Wednesday, March 5, 2014

The many planets of an oral history archive: transcribing Joyce Easley's oral history interview

Sharla transcribing Joyce Easley's oral history interview

Sharla Biefeld is a junior Bridging Disciplines scholar at the University of Texas at Austin majoring in Women's and Gender Studies and Psychology. She is a Human Rights & Archives intern with TAVP this semester. Read more about Sharla in the Meet the Interns post!

This post is the third in a series titled Digital archives internship (also tagged as Archiving the death penalty), where TAVP interns publish their reflections on processing the TAVP collection. Check back for future posts. 

The many planets of an oral history archive: transcribing Joyce Easley's oral history interview
by Sharla Biefeld

I inserted the video into my disk drive, placed headphones on my ears, and opened a blank word document; then a tape began to play and the once silent headphones buzzed with conversation, and the blank page began to fill with the story of Joyce Easley’s life and her experiences as the wife of Charlie Brooks, Jr., the first person executed by lethal injection in the United States.

My recent job for Texas After Violence Project (TAVP) has been to transcribe Joyce Easley’s interview, to write the abstract for her interview, to format the final transcript, to choose select video clips to feature on her narrator page, and to eventually load the full-length interview onto the TAVP archive at the Human Rights Documentation Initiative (HRDI). Every single step of this process is an important one. Transcribing the interview is the first step in getting Easley’s voice heard by a larger public. Next, formatting helps it conform to certain conventions, facilitating its legibility, and uploading it onto HRDI will broaden access to her story.

The first step in this process, transcribing Joyce Easley’s interview, has been an extremely enriching endeavor.  Through this interview, I have been able to not only hone my skills as a transcriber and learn how an oral history archive is compiled, but I have learned why an oral history archive is vitally important to understanding human rights. 

I could have read the transcript of Brooks’ trial, or read newspaper articles where Easley and her sons were quoted; however, none of these options would have allowed me to hear and understand Easley’s voice in the same depth that an oral history interview allows.

One way that Easley’s voice opened my eyes to the importance of a human rights archive was though her natural rhetoric of questions. Throughout her interview, not only is Rebecca Lorins, the interviewer, asking questions of Easley, but Easley is also asking questions of Lorins and future viewers. Her questions are compelling in the way they highlight the tension between "rights" and "law."

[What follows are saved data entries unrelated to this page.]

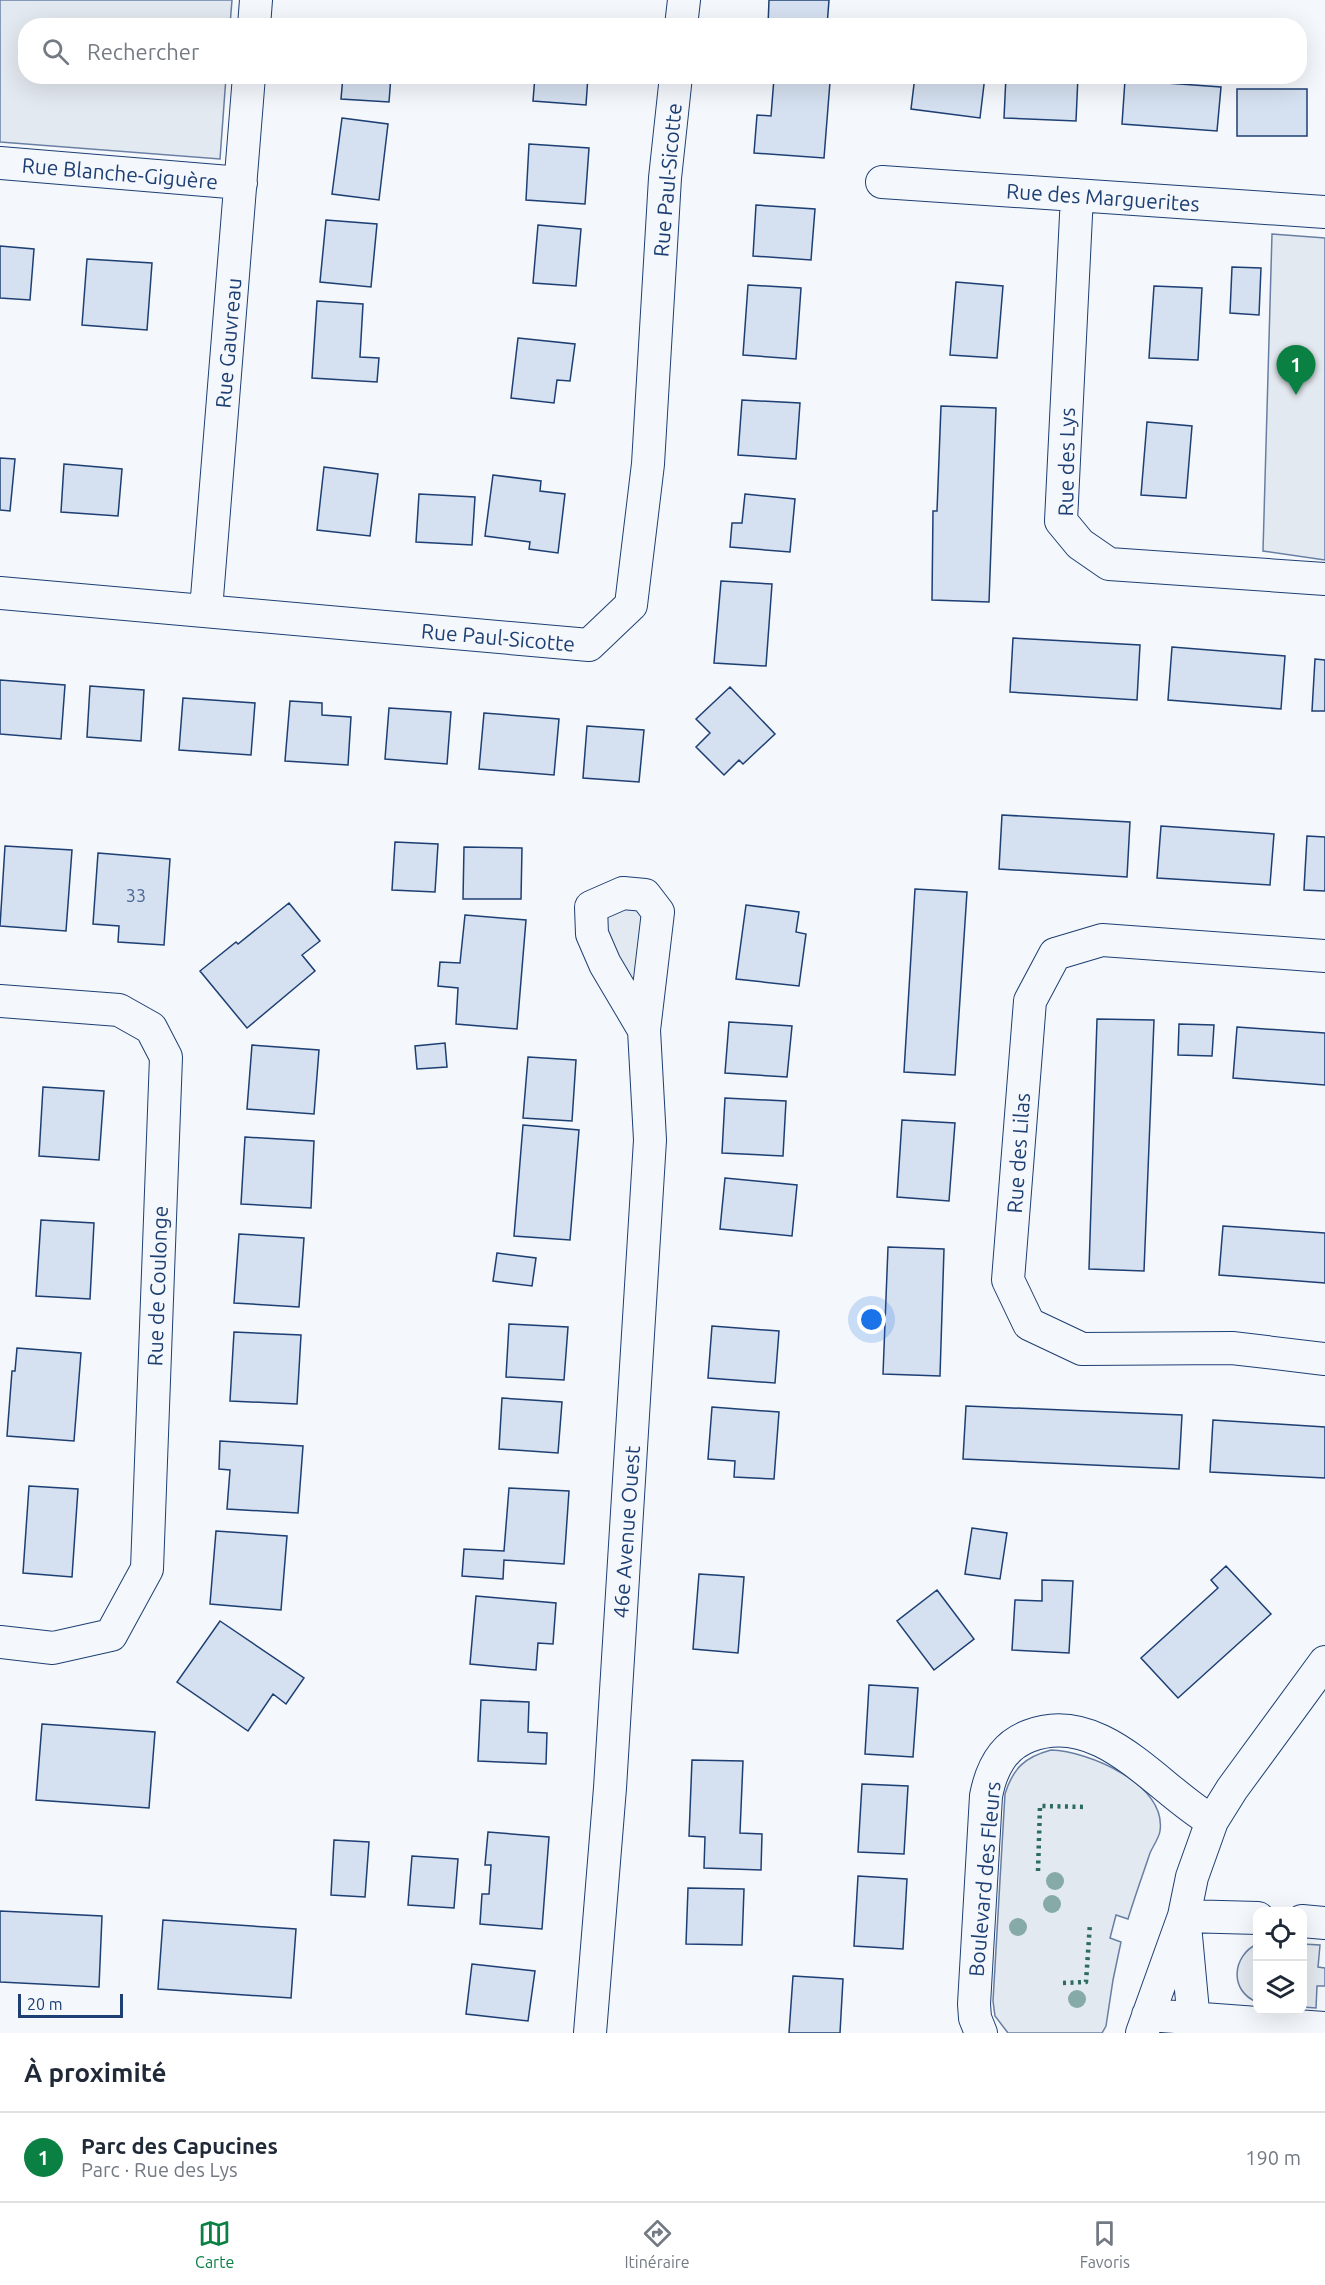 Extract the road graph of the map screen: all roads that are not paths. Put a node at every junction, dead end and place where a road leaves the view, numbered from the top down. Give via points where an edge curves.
1 (256, 0) edge
2 (684, 0) edge
3 (255, 18) edge
4 (682, 18) edge
5 (248, 84) edge
6 (675, 84) edge
7 (0, 163) edge
8 (882, 182) dead end
9 (241, 183) junction
10 (1077, 195) junction
11 (1325, 212) edge
12 (1325, 579) edge
13 (0, 593) edge
14 (206, 610) junction
15 (1325, 956) edge
16 (0, 1001) edge
17 (644, 1030) dead end
18 (1325, 1359) edge
19 (0, 1642) edge
20 (1325, 1662) edge
21 (1212, 1821) junction
22 (1184, 1916) junction
23 (1253, 1918) edge
24 (1307, 1921) edge
25 (1325, 1923) edge
26 (1145, 2024) edge
27 (1187, 2028) edge
28 (1325, 2028) edge
29 (591, 2033) edge
30 (981, 2033) edge

1 - 3 street
2 - 4 street
5 - 9 street, Rue Gauvreau
6 - 14 street, Rue Paul-Sicotte via 665,178 648,464 631,605 589,645
7 - 9 street, Rue Blanche-Giguère
8 - 10 street, Rue des Marguerites
9 - 14 street, Rue Gauvreau
10 - 11 street, Rue des Marguerites
10 - 12 street, Rue des Lys via 1061,521 1080,544 1108,564
13 - 14 street, Rue Paul-Sicotte
15 - 18 street, Rue des Lilas via 1102,940 1055,954 1030,1001 1008,1280 1029,1324 1082,1349 1232,1348
16 - 19 street, Rue de Coulonge via 119,1010 151,1028 166,1057 147,1569 111,1635 53,1648
17 - 29 street, 46e Avenue Ouest via 649,1152
20 - 21 street
21 - 22 street via 1192,1877
21 - 30 street, Boulevard des Fleurs via 1132,1759 1102,1742 1068,1731 1052,1731 1038,1732 1013,1744 995,1764 986,1796 974,2004
22 - 23 street
22 - 26 street
22 - 27 street
24 - 25 street
26 - 27 street
27 - 28 street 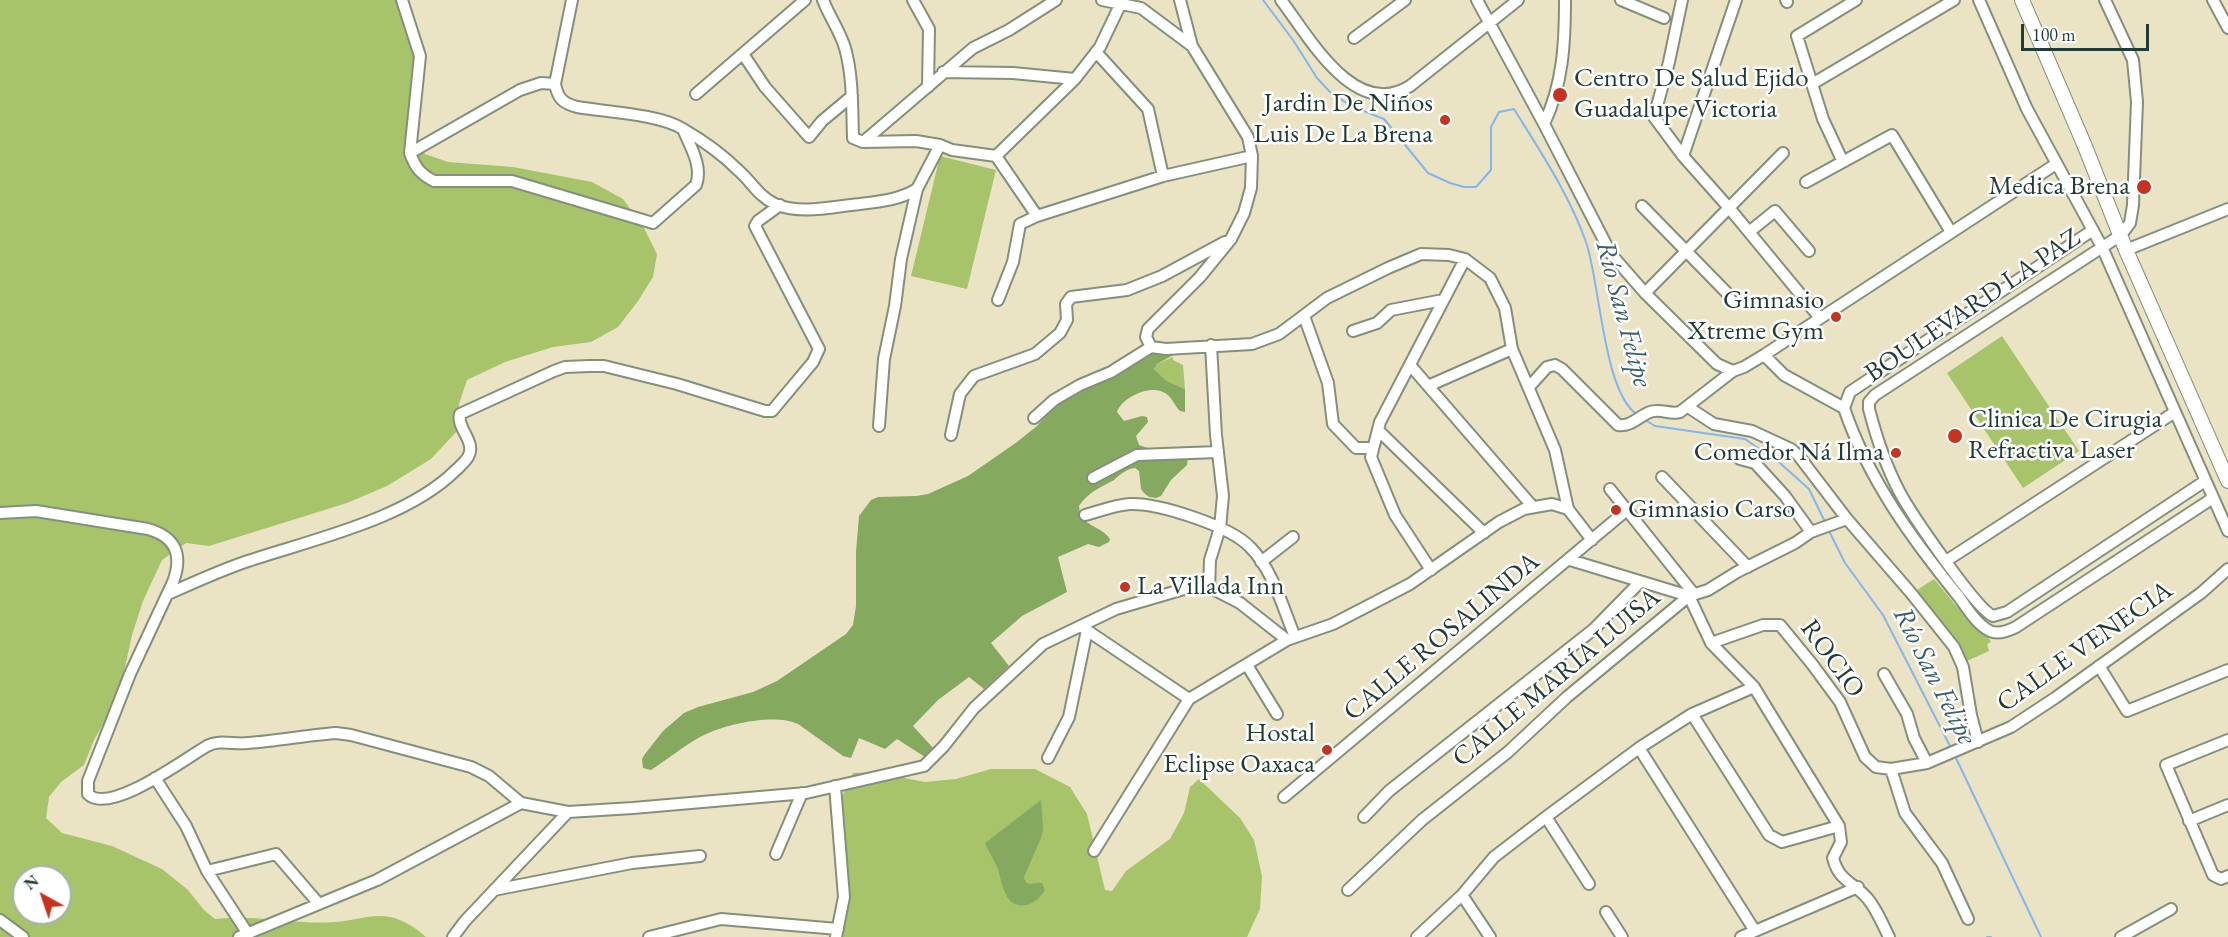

For example, Easley poses this important question that has troubled her for over 30 years:  
I’m a law abiding citizen. I’m not stupid. So why is one going to go forty years and they’re going to kill my kids’ father? When both did the same thing, one gets to live and one gets to die. You tell me what is equal about that. What is just about that?

Listen to Joyce by clicking on the TAVP Soundcloud clip

As I sat transcribing this, I was disturbed by this question, because I had no answer for her. I wished I did, but I didn’t. I don’t think anyone has the answer, and that is why these questions are so important. No one has an answer, and yet supposedly “justice” is the only reason the death penalty exists. When there is a question as to whether justice was served, and families suffer, what is the point of the death penalty?

As if she understood exactly what I was thinking, Easley adds,


Does that makes sense to anyone? If it does, well, you're not on the same planet I'm on.


Listen to Joyce by clicking on the TAVP Soundcloud clip

This quote touches on the heart of why I find oral history archiving compelling and important. 

While we all live on the same planet, we experience different lives. Many people do not have the same experiences as Easley or Brooks, yet an oral history archive offers all of us a few hours of living as someone else, of learning what it is like on the “planet” that is someone else’s experiences.  This understanding allows us all to see the consequences and effects that laws and policies have on other people’s worlds.


Note: Joyce Easley's full-length oral history interview will be released during Summer 2014.